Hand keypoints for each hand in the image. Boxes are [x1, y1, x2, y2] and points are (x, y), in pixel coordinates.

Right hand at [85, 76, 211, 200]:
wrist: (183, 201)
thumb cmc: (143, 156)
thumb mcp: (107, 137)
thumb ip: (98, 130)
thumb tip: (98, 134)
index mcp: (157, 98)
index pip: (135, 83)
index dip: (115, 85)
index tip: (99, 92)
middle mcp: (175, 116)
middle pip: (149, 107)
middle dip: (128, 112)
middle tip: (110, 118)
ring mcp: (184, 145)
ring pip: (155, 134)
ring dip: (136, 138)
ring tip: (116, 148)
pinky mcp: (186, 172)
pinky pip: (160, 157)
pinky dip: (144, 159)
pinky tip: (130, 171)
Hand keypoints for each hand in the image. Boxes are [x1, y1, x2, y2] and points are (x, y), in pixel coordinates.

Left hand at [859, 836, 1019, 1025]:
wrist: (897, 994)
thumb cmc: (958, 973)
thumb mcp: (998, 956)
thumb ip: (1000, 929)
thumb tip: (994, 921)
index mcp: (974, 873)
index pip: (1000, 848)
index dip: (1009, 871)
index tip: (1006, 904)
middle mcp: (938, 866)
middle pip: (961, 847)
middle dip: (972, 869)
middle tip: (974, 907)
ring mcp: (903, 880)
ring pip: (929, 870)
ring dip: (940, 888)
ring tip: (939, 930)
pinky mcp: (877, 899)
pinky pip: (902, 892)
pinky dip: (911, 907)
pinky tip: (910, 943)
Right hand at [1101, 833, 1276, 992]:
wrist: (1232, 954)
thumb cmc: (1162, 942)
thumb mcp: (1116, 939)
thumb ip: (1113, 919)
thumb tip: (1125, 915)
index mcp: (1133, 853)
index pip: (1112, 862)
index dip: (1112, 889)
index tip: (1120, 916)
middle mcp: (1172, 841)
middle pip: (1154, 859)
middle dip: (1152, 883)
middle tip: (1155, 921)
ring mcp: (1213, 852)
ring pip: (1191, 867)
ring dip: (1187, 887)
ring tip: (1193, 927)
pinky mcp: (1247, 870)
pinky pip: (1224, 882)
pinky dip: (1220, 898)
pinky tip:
══════════
Starting at the line with "pinky dip: (144, 159)" and ending at the line with "index tip: (1006, 904)", print each line of the listing above exactly, with no other lines.

pinky dip: (144, 159)
pinky tip: (130, 171)
Hand keypoints for each hand in the image. Boxes are [x1, y1, x2, y2] and points are (x, y), in pixel coordinates.

Left hand at [859, 836, 1019, 1025]:
wrist: (897, 994)
thumb cmc: (958, 973)
thumb mcp: (998, 956)
thumb ip: (1000, 929)
thumb tip: (994, 921)
index mcp: (974, 873)
index pip: (1000, 848)
index dip: (1009, 871)
index tip: (1006, 904)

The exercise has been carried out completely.